Valor: O contrato com o Brasil dá preferência ao gás da Petrobras?

Freitas: Sim. Mas havia uma prioridade anterior para as empresas que já atendiam o mercado argentino. Isso pareceu bastante razoável, pois já estavam produzindo aqui cerca de 6 milhões de metros cúbicos e, como o mercado argentino ia deixar de existir, elas teriam que parar. Os campos da Petrobras estavam em segundo lugar como prioridade para vender ao Brasil. Mas o risco maior que se demonstrou foi do mercado brasileiro. E como estávamos aqui para funcionar como uma espécie de hedge natural da situação, enquanto desenvolvíamos o mercado no Brasil, tínhamos prioridade para entrar no Gasbol. O mercado da Bolívia era tomado pelas herdeiras da YPFB, que são a Chaco e a Andina.

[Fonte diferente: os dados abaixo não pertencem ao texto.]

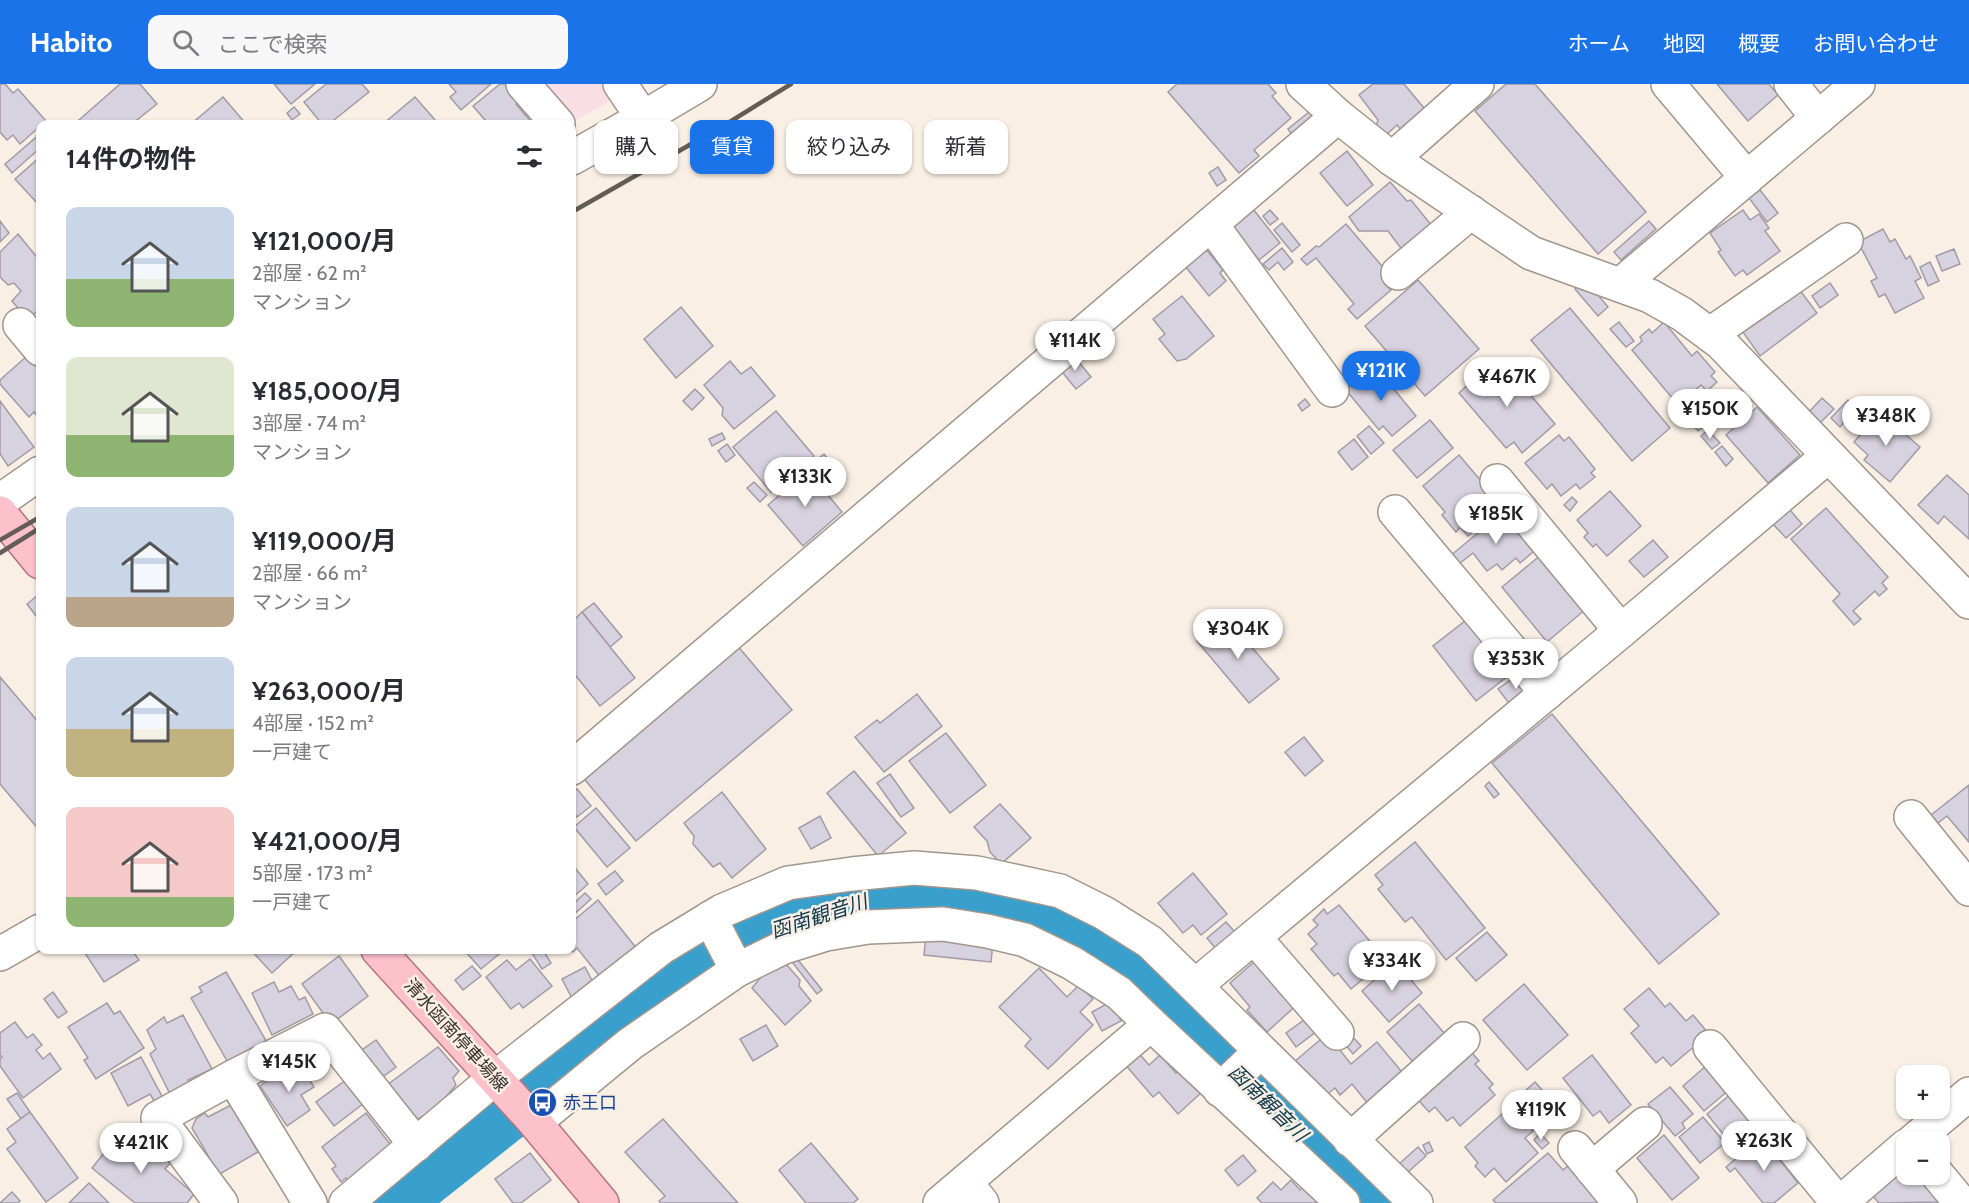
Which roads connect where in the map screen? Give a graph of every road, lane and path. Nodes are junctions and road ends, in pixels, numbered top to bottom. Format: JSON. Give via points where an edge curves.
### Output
{"nodes":[{"id":1,"x":523,"y":84,"type":"edge"},
{"id":2,"x":620,"y":84,"type":"edge"},
{"id":3,"x":700,"y":84,"type":"edge"},
{"id":4,"x":1303,"y":84,"type":"edge"},
{"id":5,"x":1477,"y":84,"type":"edge"},
{"id":6,"x":1668,"y":84,"type":"edge"},
{"id":7,"x":1791,"y":84,"type":"edge"},
{"id":8,"x":1858,"y":84,"type":"edge"},
{"id":9,"x":1338,"y":116,"type":"junction"},
{"id":10,"x":644,"y":118,"type":"junction"},
{"id":11,"x":1818,"y":118,"type":"junction"},
{"id":12,"x":554,"y":120,"type":"edge"},
{"id":13,"x":576,"y":150,"type":"edge"},
{"id":14,"x":1392,"y":159,"type":"junction"},
{"id":15,"x":1747,"y":178,"type":"junction"},
{"id":16,"x":1471,"y":212,"type":"junction"},
{"id":17,"x":1211,"y":224,"type":"junction"},
{"id":18,"x":1846,"y":240,"type":"dead end"},
{"id":19,"x":1398,"y":273,"type":"dead end"},
{"id":20,"x":1620,"y":285,"type":"junction"},
{"id":21,"x":1711,"y":335,"type":"junction"},
{"id":22,"x":1332,"y":390,"type":"dead end"},
{"id":23,"x":1828,"y":456,"type":"junction"},
{"id":24,"x":36,"y":476,"type":"edge"},
{"id":25,"x":1497,"y":481,"type":"dead end"},
{"id":26,"x":0,"y":501,"type":"edge"},
{"id":27,"x":1395,"y":512,"type":"dead end"},
{"id":28,"x":0,"y":513,"type":"edge"},
{"id":29,"x":36,"y":557,"type":"edge"},
{"id":30,"x":1969,"y":602,"type":"edge"},
{"id":31,"x":1621,"y":631,"type":"junction"},
{"id":32,"x":1547,"y":693,"type":"junction"},
{"id":33,"x":576,"y":765,"type":"edge"},
{"id":34,"x":1911,"y":817,"type":"dead end"},
{"id":35,"x":1969,"y":889,"type":"edge"},
{"id":36,"x":36,"y":933,"type":"edge"},
{"id":37,"x":1254,"y":937,"type":"junction"},
{"id":38,"x":724,"y":945,"type":"junction"},
{"id":39,"x":0,"y":954,"type":"edge"},
{"id":40,"x":382,"y":954,"type":"edge"},
{"id":41,"x":1195,"y":986,"type":"junction"},
{"id":42,"x":1151,"y":1024,"type":"junction"},
{"id":43,"x":1337,"y":1033,"type":"dead end"},
{"id":44,"x":1463,"y":1040,"type":"dead end"},
{"id":45,"x":1710,"y":1047,"type":"dead end"},
{"id":46,"x":1257,"y":1055,"type":"junction"},
{"id":47,"x":233,"y":1077,"type":"junction"},
{"id":48,"x":500,"y":1083,"type":"junction"},
{"id":49,"x":1224,"y":1087,"type":"junction"},
{"id":50,"x":1969,"y":1094,"type":"edge"},
{"id":51,"x":1306,"y":1103,"type":"junction"},
{"id":52,"x":533,"y":1120,"type":"junction"},
{"id":53,"x":1645,"y":1124,"type":"dead end"},
{"id":54,"x":1925,"y":1131,"type":"edge"},
{"id":55,"x":1274,"y":1134,"type":"junction"},
{"id":56,"x":1350,"y":1140,"type":"junction"},
{"id":57,"x":416,"y":1145,"type":"junction"},
{"id":58,"x":1896,"y":1155,"type":"edge"},
{"id":59,"x":1946,"y":1185,"type":"edge"},
{"id":60,"x":974,"y":1192,"type":"edge"},
{"id":61,"x":221,"y":1203,"type":"edge"},
{"id":62,"x":310,"y":1203,"type":"edge"},
{"id":63,"x":346,"y":1203,"type":"edge"},
{"id":64,"x":602,"y":1203,"type":"edge"},
{"id":65,"x":940,"y":1203,"type":"edge"},
{"id":66,"x":1343,"y":1203,"type":"edge"},
{"id":67,"x":1416,"y":1203,"type":"edge"},
{"id":68,"x":1620,"y":1203,"type":"edge"},
{"id":69,"x":1839,"y":1203,"type":"edge"},
{"id":70,"x":1961,"y":1203,"type":"edge"}],
"edges":[{"from":1,"to":12,"type":"street"},
{"from":2,"to":10,"type":"street"},
{"from":3,"to":10,"type":"street"},
{"from":4,"to":9,"type":"street"},
{"from":5,"to":14,"type":"street"},
{"from":6,"to":15,"type":"street"},
{"from":7,"to":11,"type":"street"},
{"from":8,"to":11,"type":"street"},
{"from":9,"to":14,"type":"street"},
{"from":9,"to":17,"type":"street"},
{"from":10,"to":13,"type":"street"},
{"from":11,"to":15,"type":"street"},
{"from":14,"to":16,"type":"street"},
{"from":15,"to":20,"type":"street"},
{"from":16,"to":19,"type":"street"},
{"from":16,"to":20,"type":"street","via":[[1531,253]]},
{"from":17,"to":22,"type":"street"},
{"from":17,"to":33,"type":"street"},
{"from":18,"to":21,"type":"street"},
{"from":20,"to":21,"type":"street","via":[[1650,296]]},
{"from":21,"to":23,"type":"street"},
{"from":23,"to":30,"type":"street"},
{"from":23,"to":31,"type":"street"},
{"from":24,"to":26,"type":"street"},
{"from":25,"to":31,"type":"street"},
{"from":27,"to":32,"type":"street"},
{"from":28,"to":29,"type":"main road"},
{"from":31,"to":32,"type":"street"},
{"from":32,"to":37,"type":"street"},
{"from":34,"to":35,"type":"street"},
{"from":36,"to":39,"type":"street"},
{"from":37,"to":41,"type":"street"},
{"from":37,"to":43,"type":"street"},
{"from":38,"to":41,"type":"street","via":[[722,911],[788,883],[914,868],[977,873],[1060,891],[1104,913],[1150,942]]},
{"from":38,"to":42,"type":"street","via":[[784,946],[868,927],[943,924],[987,931],[1025,940],[1072,963],[1119,993]]},
{"from":38,"to":48,"type":"street","via":[[661,948]]},
{"from":38,"to":52,"type":"street","via":[[630,1044]]},
{"from":40,"to":48,"type":"main road","name":"清水函南停車場線"},
{"from":41,"to":46,"type":"street"},
{"from":42,"to":49,"type":"street"},
{"from":42,"to":60,"type":"street"},
{"from":44,"to":56,"type":"street"},
{"from":45,"to":69,"type":"street"},
{"from":46,"to":49,"type":"street"},
{"from":46,"to":51,"type":"street"},
{"from":47,"to":57,"type":"street","via":[[325,1030]]},
{"from":47,"to":61,"type":"street","via":[[158,1119]]},
{"from":47,"to":62,"type":"street"},
{"from":48,"to":52,"type":"main road","name":"清水函南停車場線"},
{"from":48,"to":57,"type":"street"},
{"from":49,"to":55,"type":"street"},
{"from":50,"to":54,"type":"street"},
{"from":51,"to":55,"type":"street"},
{"from":51,"to":56,"type":"street"},
{"from":52,"to":64,"type":"main road","name":"清水函南停車場線"},
{"from":53,"to":68,"type":"street","via":[[1584,1158]]},
{"from":55,"to":66,"type":"street"},
{"from":56,"to":67,"type":"street"},
{"from":57,"to":63,"type":"street"},
{"from":58,"to":69,"type":"street"},
{"from":59,"to":70,"type":"street"},
{"from":60,"to":65,"type":"street"}]}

Valor: A opção pelo mercado boliviano foi uma decisão das empresas na época...

Freitas: Isso. Elas preferiram ficar com o mercado interno porque o gás para o Brasil tinha pouco volume enquanto o mercado interno era maior. Nessa época os preços eram iguais, pouco mais de US$ 1. Só que para o Brasil era um pouquinho. Tentamos algumas vezes, para sair do sufoco, abocanhar um pouco desse mercado, mas a Andina e a Chaco reagiram fortemente. A decisão de suprir o mercado interno ou externo foi tomado, na época, segundo a estratégia de cada empresa. Esse é o ponto que precisa ficar claro sobre nossa posição com relação à resolução 255. A Petrobras amargou, durante muito tempo, um mercado que patinava. Hoje, quando se vê o gasoduto transportando 26 milhões de m3/dia é o paraíso. Mas demoramos para chegar aqui.

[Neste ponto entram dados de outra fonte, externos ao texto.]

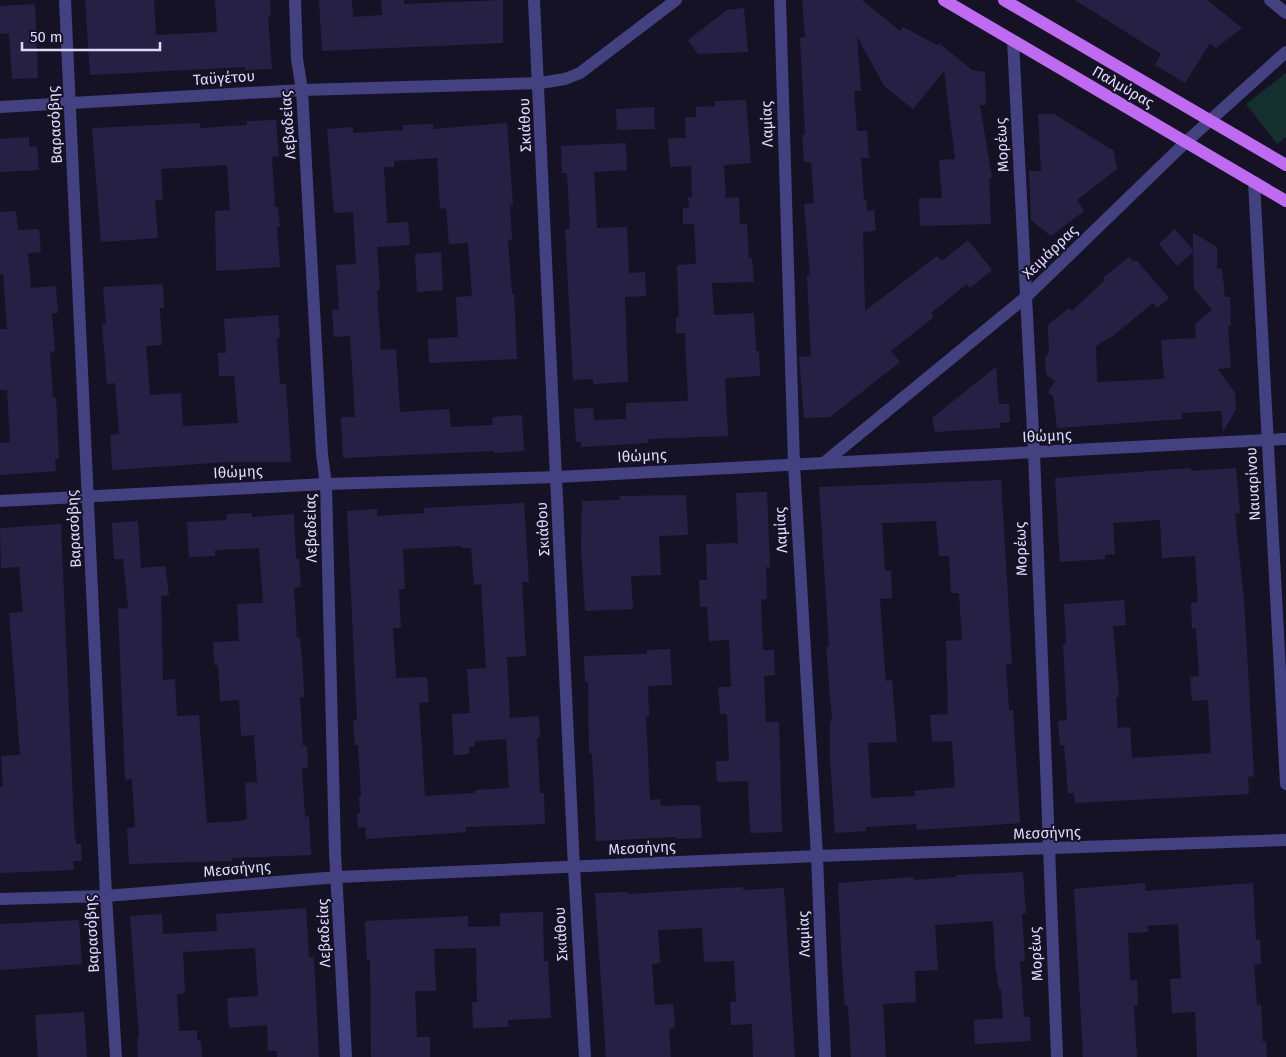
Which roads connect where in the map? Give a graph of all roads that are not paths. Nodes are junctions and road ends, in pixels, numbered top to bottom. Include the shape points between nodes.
1 (65, 0) edge
2 (295, 0) edge
3 (534, 0) edge
4 (676, 0) edge
5 (780, 0) edge
6 (944, 0) edge
7 (1004, 0) edge
8 (1270, 0) edge
9 (1286, 13) edge
10 (1013, 41) junction
11 (1286, 52) edge
12 (540, 84) junction
13 (302, 90) junction
14 (70, 104) junction
15 (0, 107) edge
16 (1209, 120) junction
17 (1186, 142) junction
18 (1286, 166) edge
19 (1254, 182) junction
20 (1286, 201) edge
21 (1026, 297) junction
22 (1286, 439) edge
23 (1267, 440) junction
24 (1034, 452) junction
25 (825, 462) junction
26 (794, 464) junction
27 (557, 477) junction
28 (326, 484) junction
29 (89, 495) junction
30 (0, 501) edge
31 (1286, 784) edge
32 (1286, 840) edge
33 (1048, 850) junction
34 (818, 856) junction
35 (574, 868) junction
36 (338, 877) junction
37 (106, 896) junction
38 (0, 900) edge
39 (116, 1057) edge
40 (346, 1057) edge
41 (585, 1057) edge
42 (825, 1057) edge
43 (1057, 1057) edge

1 - 14 street, Βαρασόβης
2 - 13 street, Λεβαδείας via 297,58
3 - 12 street, Σκιάθου
4 - 12 street, Ταϋγέτου via 580,72
5 - 26 street, Λαμίας
6 - 10 main road, Παλμύρας
7 - 16 main road, Παλμύρας
8 - 9 street
10 - 17 main road, Παλμύρας
10 - 21 street, Μορέως
11 - 16 street, Χειμάρρας
12 - 13 street, Ταϋγέτου
12 - 27 street, Σκιάθου
13 - 14 street, Ταϋγέτου
13 - 28 street, Λεβαδείας
14 - 15 street, Ταϋγέτου
14 - 29 street, Βαρασόβης
16 - 17 street, Χειμάρρας
16 - 18 main road, Παλμύρας
17 - 19 main road, Παλμύρας
17 - 21 street, Χειμάρρας
19 - 20 main road, Παλμύρας
19 - 23 street, Ναυαρίνου
21 - 24 street, Μορέως
21 - 25 street, Χειμάρρας
22 - 23 street, Ιθώμης
23 - 24 street, Ιθώμης
23 - 31 street, Ναυαρίνου
24 - 25 street, Ιθώμης
24 - 33 street, Μορέως
25 - 26 street, Ιθώμης
26 - 27 street, Ιθώμης
26 - 34 street, Λαμίας
27 - 28 street, Ιθώμης
27 - 35 street, Σκιάθου
28 - 29 street, Ιθώμης
28 - 36 street, Λεβαδείας
29 - 30 street, Ιθώμης
29 - 37 street, Βαρασόβης
32 - 33 street, Μεσσήνης
33 - 34 street, Μεσσήνης
33 - 43 street, Μορέως
34 - 35 street, Μεσσήνης
34 - 42 street, Λαμίας
35 - 36 street, Μεσσήνης
35 - 41 street, Σκιάθου
36 - 37 street, Μεσσήνης
36 - 40 street, Λεβαδείας
37 - 38 street, Μεσσήνης
37 - 39 street, Βαρασόβης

Valor: Mas se há uma proteção legal, qual é o problema?

Freitas: Depois que assinamos os novos contratos, em outubro, veio a 255. O novo contrato tem uma cláusula, a 7.15 que fala de mercado interno. Lá diz que, se houver um aumento do mercado interno, em volumes adicionais, vai ter que comparecer. Isso é muito razoável. Mas se refere claramente a mercados adicionais.

Valor: Então essa resolução contraria os atuais contratos?

Freitas: A 255 é discriminatória, fere a cláusula de prioridade da Petrobras para o GSA. Querem deslocar a Petrobras do GSA para dar espaço para a Chaco e a Andina. E nosso ponto aqui é que o GSA é fundamental para a Petrobras.